**Exercise requirements**:
Copies of all lines containing the string "every" are needed from the data below.

**Data to process**:
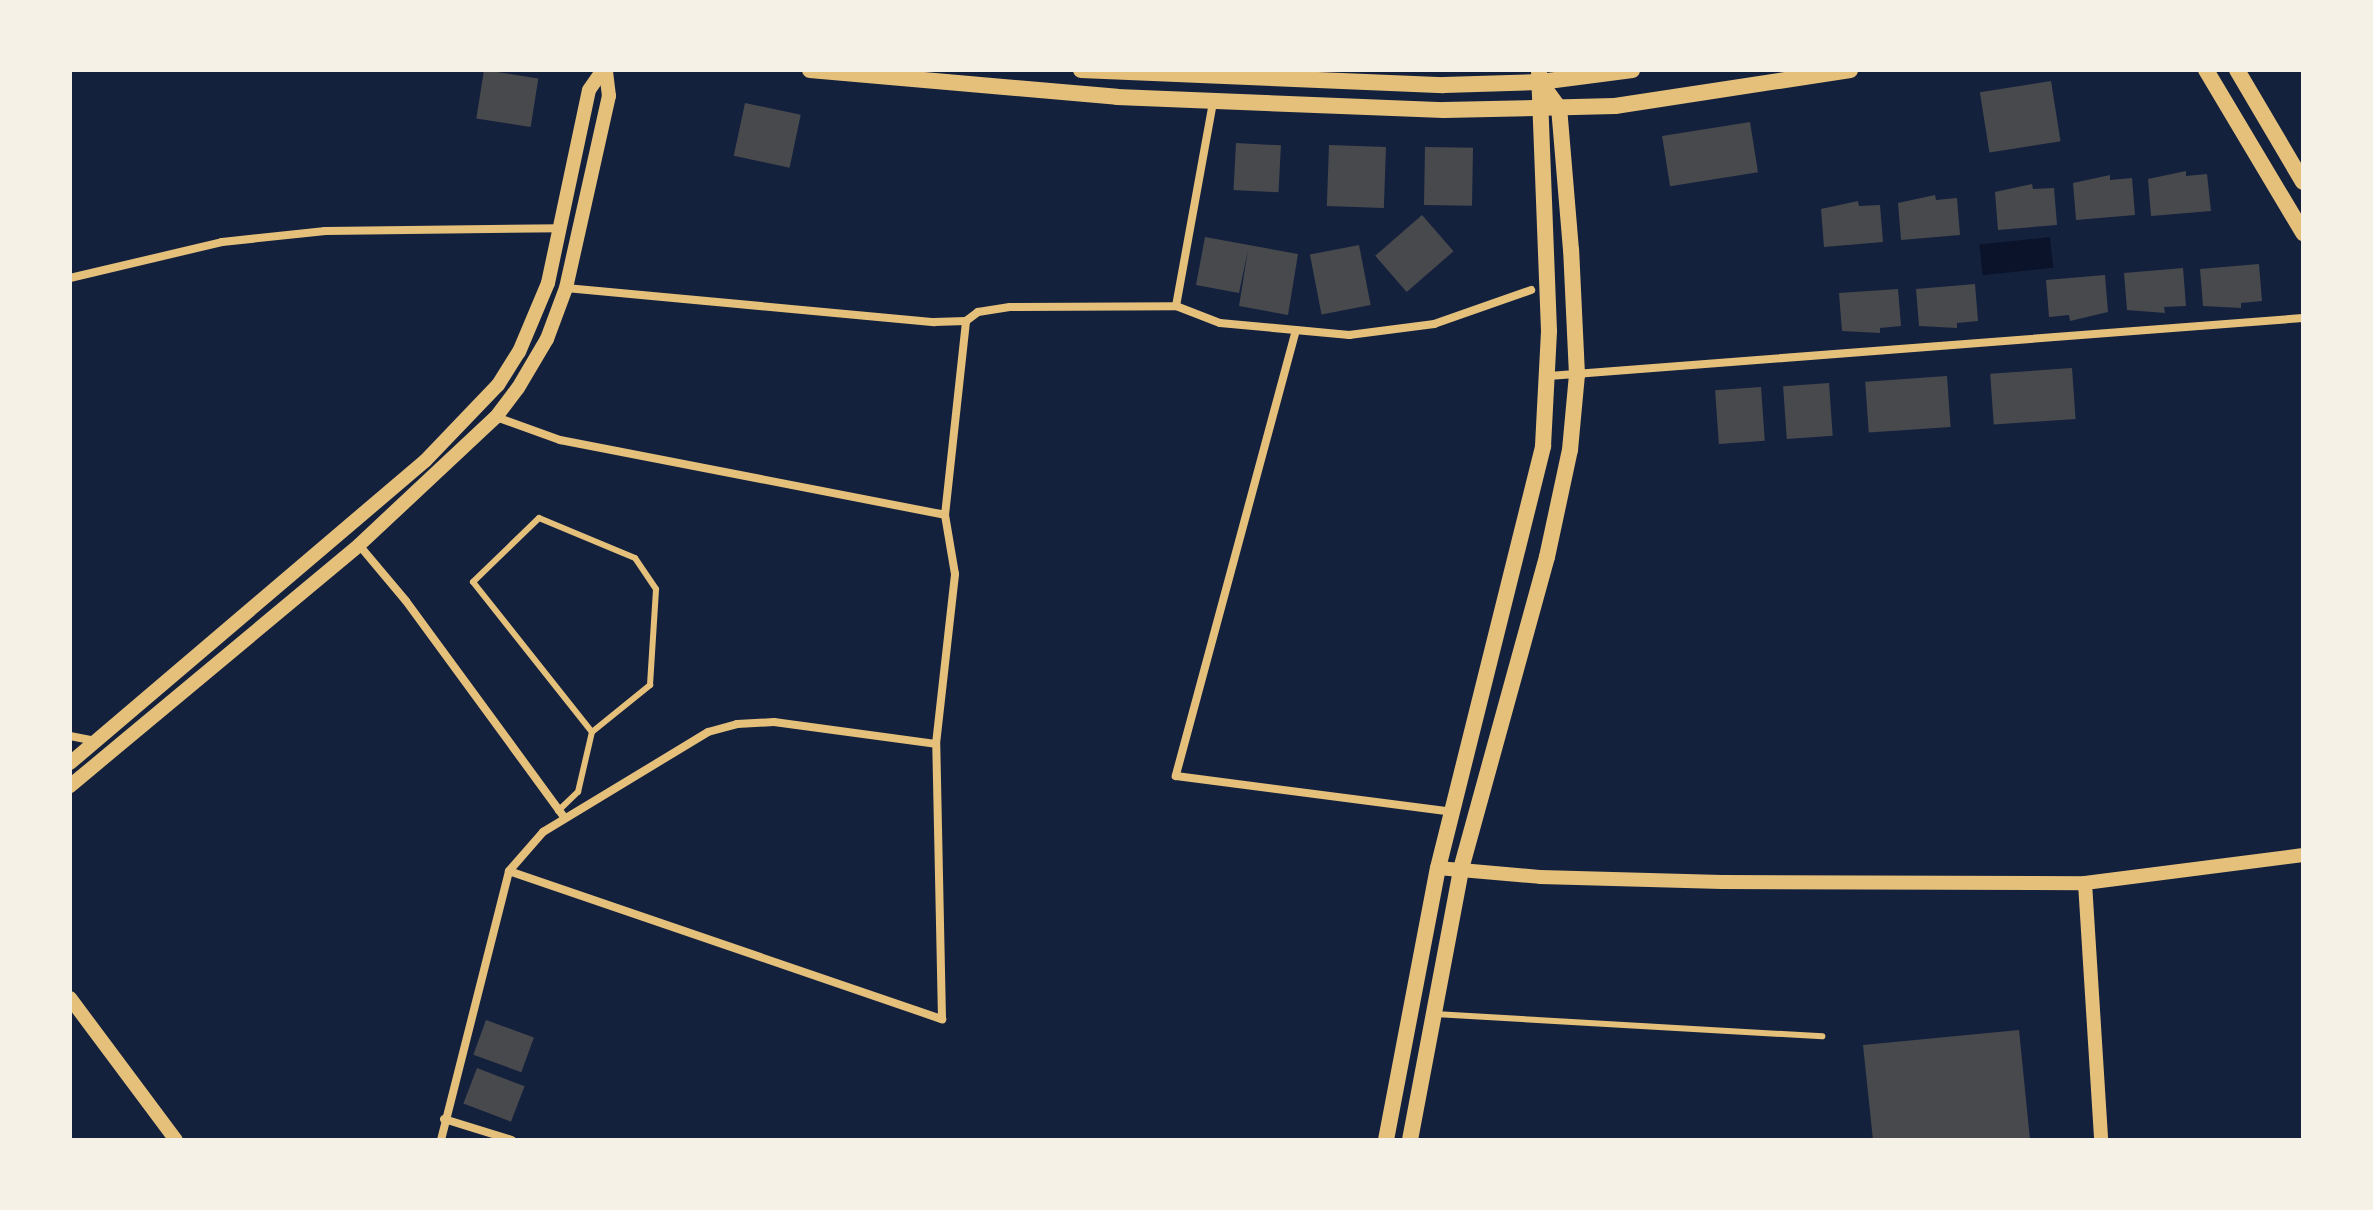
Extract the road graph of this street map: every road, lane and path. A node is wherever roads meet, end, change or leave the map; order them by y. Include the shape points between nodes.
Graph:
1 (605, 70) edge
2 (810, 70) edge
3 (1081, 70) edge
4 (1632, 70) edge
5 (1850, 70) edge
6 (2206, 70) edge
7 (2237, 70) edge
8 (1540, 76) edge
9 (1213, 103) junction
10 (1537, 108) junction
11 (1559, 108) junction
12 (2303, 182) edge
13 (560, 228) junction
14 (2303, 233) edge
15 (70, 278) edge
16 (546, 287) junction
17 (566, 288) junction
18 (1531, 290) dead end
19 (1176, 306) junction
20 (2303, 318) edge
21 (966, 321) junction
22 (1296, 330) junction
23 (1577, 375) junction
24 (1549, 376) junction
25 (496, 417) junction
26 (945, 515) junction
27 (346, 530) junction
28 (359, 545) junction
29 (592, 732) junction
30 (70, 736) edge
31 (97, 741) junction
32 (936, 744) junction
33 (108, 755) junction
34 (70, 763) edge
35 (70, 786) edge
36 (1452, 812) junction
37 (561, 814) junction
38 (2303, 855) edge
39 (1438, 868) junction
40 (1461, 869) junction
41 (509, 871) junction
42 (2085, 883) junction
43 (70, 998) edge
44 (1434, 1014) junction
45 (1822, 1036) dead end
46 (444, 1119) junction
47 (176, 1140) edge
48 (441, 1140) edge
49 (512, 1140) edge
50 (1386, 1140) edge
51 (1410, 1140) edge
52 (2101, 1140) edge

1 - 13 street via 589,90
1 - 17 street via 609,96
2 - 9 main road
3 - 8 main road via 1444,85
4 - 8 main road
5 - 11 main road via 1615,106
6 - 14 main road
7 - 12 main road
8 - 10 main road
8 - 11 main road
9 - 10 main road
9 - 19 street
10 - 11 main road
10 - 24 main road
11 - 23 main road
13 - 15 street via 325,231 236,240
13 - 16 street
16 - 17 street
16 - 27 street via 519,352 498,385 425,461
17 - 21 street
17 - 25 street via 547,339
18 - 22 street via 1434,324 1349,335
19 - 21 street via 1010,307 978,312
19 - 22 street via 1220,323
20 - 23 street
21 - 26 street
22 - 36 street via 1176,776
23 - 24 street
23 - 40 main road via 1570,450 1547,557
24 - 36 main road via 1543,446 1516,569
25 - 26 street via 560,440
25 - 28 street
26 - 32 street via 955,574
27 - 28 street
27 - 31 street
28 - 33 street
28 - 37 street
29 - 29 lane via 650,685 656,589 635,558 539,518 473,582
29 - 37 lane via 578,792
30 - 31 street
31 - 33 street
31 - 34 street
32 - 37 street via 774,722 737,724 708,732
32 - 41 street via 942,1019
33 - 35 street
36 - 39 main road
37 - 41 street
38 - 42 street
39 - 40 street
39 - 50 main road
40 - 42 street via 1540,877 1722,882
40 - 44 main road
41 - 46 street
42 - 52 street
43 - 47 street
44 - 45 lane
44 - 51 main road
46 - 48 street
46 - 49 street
* * *
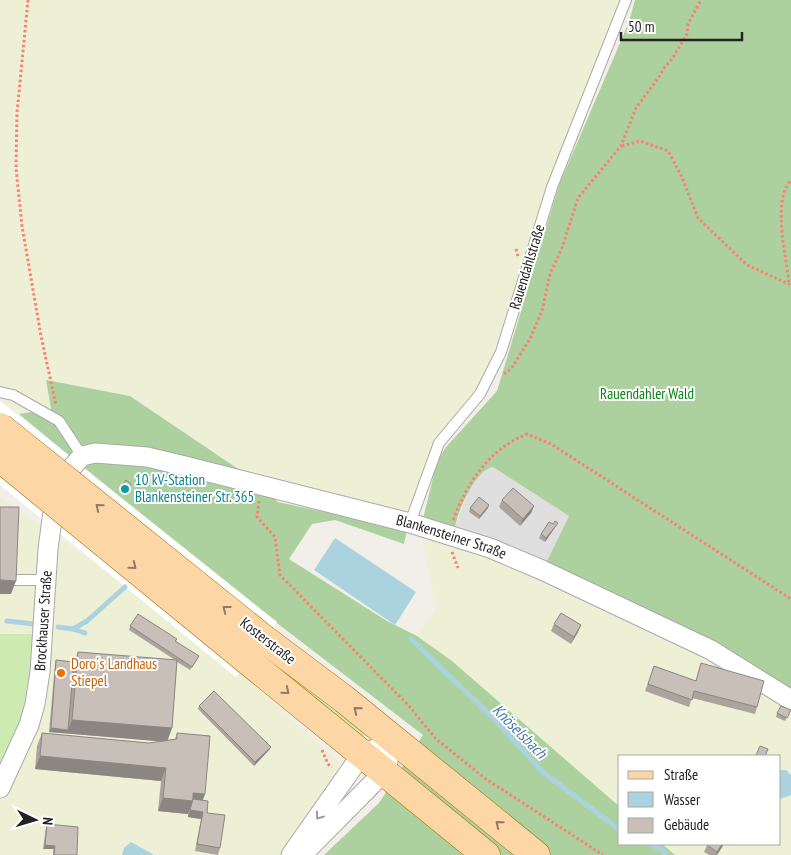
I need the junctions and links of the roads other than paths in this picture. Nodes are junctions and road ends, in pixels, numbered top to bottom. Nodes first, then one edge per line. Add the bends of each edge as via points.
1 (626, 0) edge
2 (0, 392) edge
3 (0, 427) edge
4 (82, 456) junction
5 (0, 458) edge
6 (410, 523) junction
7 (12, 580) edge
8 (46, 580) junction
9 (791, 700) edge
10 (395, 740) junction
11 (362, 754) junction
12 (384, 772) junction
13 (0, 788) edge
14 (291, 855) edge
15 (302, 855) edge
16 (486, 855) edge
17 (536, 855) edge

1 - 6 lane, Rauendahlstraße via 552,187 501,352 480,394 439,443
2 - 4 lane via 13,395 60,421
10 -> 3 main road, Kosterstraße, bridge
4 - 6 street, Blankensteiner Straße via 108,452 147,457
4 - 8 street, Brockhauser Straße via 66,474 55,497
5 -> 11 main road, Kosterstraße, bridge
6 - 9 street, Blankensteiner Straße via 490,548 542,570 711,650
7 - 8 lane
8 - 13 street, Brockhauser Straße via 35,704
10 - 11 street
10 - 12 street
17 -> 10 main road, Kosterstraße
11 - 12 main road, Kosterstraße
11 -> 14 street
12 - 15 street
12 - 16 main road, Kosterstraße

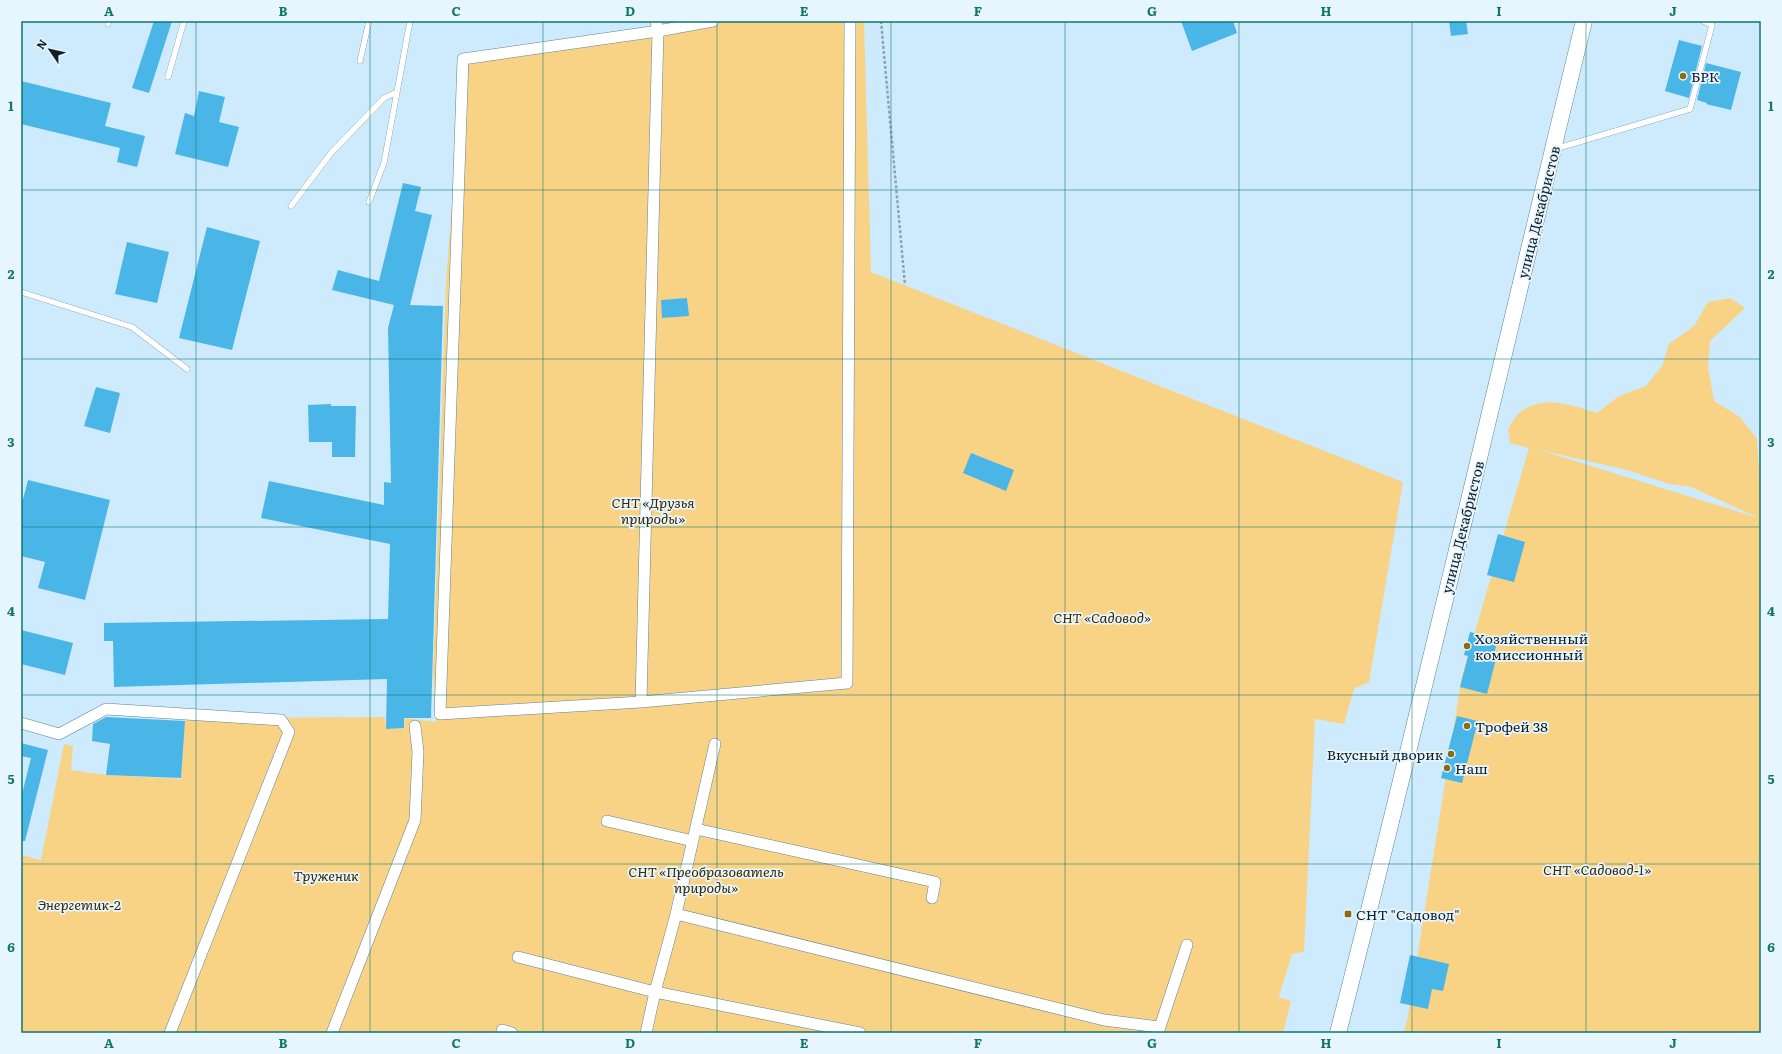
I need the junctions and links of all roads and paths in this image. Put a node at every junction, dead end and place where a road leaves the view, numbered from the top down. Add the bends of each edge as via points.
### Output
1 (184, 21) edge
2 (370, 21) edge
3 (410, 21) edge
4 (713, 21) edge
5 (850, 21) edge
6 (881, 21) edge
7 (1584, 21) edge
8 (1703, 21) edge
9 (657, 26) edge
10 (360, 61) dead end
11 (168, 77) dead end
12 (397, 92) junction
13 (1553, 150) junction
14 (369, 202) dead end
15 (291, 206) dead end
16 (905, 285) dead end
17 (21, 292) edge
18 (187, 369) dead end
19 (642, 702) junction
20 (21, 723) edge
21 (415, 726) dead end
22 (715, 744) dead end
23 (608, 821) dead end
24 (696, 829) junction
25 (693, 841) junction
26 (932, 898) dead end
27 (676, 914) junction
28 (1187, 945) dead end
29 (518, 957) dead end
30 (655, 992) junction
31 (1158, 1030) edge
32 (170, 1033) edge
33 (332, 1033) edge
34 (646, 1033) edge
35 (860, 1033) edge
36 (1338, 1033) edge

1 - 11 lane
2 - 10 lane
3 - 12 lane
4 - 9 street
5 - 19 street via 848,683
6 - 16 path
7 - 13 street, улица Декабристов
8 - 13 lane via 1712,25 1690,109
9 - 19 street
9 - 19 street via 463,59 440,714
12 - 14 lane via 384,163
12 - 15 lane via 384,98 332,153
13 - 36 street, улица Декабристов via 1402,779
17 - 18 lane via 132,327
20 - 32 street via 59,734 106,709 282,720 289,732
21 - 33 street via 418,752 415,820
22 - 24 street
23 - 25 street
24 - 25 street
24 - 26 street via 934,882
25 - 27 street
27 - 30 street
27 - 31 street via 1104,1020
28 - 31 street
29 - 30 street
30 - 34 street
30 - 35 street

**Answer box**:
Extract the road graph of this street map: every road, lane and path. A node is wherever roads meet, end, change or leave the map; order them by y. Include the shape points between nodes.
I need the junctions and links of all roads and paths in this image. Put a node at every junction, dead end and place where a road leaves the view, numbered from the top down. Add the bends of each edge as via points.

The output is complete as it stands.